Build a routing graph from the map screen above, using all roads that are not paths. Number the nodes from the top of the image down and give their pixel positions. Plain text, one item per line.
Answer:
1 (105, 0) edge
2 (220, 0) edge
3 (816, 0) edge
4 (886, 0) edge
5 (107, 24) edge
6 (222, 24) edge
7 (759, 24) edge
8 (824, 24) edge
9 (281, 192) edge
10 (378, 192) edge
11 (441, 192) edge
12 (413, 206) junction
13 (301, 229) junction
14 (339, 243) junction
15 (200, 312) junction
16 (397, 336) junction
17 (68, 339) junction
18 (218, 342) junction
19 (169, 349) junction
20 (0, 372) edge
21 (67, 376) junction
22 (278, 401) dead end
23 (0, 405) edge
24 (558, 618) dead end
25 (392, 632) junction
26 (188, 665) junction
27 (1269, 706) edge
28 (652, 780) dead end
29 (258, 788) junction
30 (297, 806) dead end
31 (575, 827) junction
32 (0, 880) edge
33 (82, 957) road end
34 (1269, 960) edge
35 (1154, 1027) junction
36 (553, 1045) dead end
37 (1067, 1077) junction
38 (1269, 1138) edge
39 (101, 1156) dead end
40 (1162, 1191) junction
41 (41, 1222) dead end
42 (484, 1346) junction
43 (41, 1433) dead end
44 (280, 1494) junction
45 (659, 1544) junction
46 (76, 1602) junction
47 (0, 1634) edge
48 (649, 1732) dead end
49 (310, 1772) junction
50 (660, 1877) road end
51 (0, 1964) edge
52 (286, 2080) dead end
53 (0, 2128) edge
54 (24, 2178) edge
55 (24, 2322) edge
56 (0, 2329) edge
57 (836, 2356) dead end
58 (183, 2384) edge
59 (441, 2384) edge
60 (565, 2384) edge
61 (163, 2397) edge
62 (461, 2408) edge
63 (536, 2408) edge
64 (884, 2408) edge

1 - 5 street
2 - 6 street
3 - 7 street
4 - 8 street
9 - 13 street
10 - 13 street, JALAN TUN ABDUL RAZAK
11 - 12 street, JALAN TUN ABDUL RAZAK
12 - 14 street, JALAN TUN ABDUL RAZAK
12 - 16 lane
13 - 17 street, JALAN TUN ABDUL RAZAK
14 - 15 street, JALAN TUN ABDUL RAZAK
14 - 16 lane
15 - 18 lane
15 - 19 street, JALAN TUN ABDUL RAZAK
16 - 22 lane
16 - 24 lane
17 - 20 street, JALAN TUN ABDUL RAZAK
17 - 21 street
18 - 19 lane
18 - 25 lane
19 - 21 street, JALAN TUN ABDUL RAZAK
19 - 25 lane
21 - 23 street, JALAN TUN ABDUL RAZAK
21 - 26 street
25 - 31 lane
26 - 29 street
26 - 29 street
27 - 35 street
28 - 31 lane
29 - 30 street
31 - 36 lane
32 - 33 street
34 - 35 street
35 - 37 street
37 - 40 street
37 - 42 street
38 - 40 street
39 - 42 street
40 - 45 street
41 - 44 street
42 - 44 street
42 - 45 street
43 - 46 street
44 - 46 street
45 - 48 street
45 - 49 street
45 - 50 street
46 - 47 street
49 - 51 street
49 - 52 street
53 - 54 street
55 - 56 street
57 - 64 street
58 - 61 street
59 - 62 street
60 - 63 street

══════════

● TASK STATEMENT
The material above must be output in full. Keep every word as it is.

● SOLUTION FOR THIS EXERCISE
Build a routing graph from the map screen above, using all roads that are not paths. Number the nodes from the top of the image down and give their pixel positions. Plain text, one item per line.
Answer:
1 (105, 0) edge
2 (220, 0) edge
3 (816, 0) edge
4 (886, 0) edge
5 (107, 24) edge
6 (222, 24) edge
7 (759, 24) edge
8 (824, 24) edge
9 (281, 192) edge
10 (378, 192) edge
11 (441, 192) edge
12 (413, 206) junction
13 (301, 229) junction
14 (339, 243) junction
15 (200, 312) junction
16 (397, 336) junction
17 (68, 339) junction
18 (218, 342) junction
19 (169, 349) junction
20 (0, 372) edge
21 (67, 376) junction
22 (278, 401) dead end
23 (0, 405) edge
24 (558, 618) dead end
25 (392, 632) junction
26 (188, 665) junction
27 (1269, 706) edge
28 (652, 780) dead end
29 (258, 788) junction
30 (297, 806) dead end
31 (575, 827) junction
32 (0, 880) edge
33 (82, 957) road end
34 (1269, 960) edge
35 (1154, 1027) junction
36 (553, 1045) dead end
37 (1067, 1077) junction
38 (1269, 1138) edge
39 (101, 1156) dead end
40 (1162, 1191) junction
41 (41, 1222) dead end
42 (484, 1346) junction
43 (41, 1433) dead end
44 (280, 1494) junction
45 (659, 1544) junction
46 (76, 1602) junction
47 (0, 1634) edge
48 (649, 1732) dead end
49 (310, 1772) junction
50 (660, 1877) road end
51 (0, 1964) edge
52 (286, 2080) dead end
53 (0, 2128) edge
54 (24, 2178) edge
55 (24, 2322) edge
56 (0, 2329) edge
57 (836, 2356) dead end
58 (183, 2384) edge
59 (441, 2384) edge
60 (565, 2384) edge
61 (163, 2397) edge
62 (461, 2408) edge
63 (536, 2408) edge
64 (884, 2408) edge

1 - 5 street
2 - 6 street
3 - 7 street
4 - 8 street
9 - 13 street
10 - 13 street, JALAN TUN ABDUL RAZAK
11 - 12 street, JALAN TUN ABDUL RAZAK
12 - 14 street, JALAN TUN ABDUL RAZAK
12 - 16 lane
13 - 17 street, JALAN TUN ABDUL RAZAK
14 - 15 street, JALAN TUN ABDUL RAZAK
14 - 16 lane
15 - 18 lane
15 - 19 street, JALAN TUN ABDUL RAZAK
16 - 22 lane
16 - 24 lane
17 - 20 street, JALAN TUN ABDUL RAZAK
17 - 21 street
18 - 19 lane
18 - 25 lane
19 - 21 street, JALAN TUN ABDUL RAZAK
19 - 25 lane
21 - 23 street, JALAN TUN ABDUL RAZAK
21 - 26 street
25 - 31 lane
26 - 29 street
26 - 29 street
27 - 35 street
28 - 31 lane
29 - 30 street
31 - 36 lane
32 - 33 street
34 - 35 street
35 - 37 street
37 - 40 street
37 - 42 street
38 - 40 street
39 - 42 street
40 - 45 street
41 - 44 street
42 - 44 street
42 - 45 street
43 - 46 street
44 - 46 street
45 - 48 street
45 - 49 street
45 - 50 street
46 - 47 street
49 - 51 street
49 - 52 street
53 - 54 street
55 - 56 street
57 - 64 street
58 - 61 street
59 - 62 street
60 - 63 street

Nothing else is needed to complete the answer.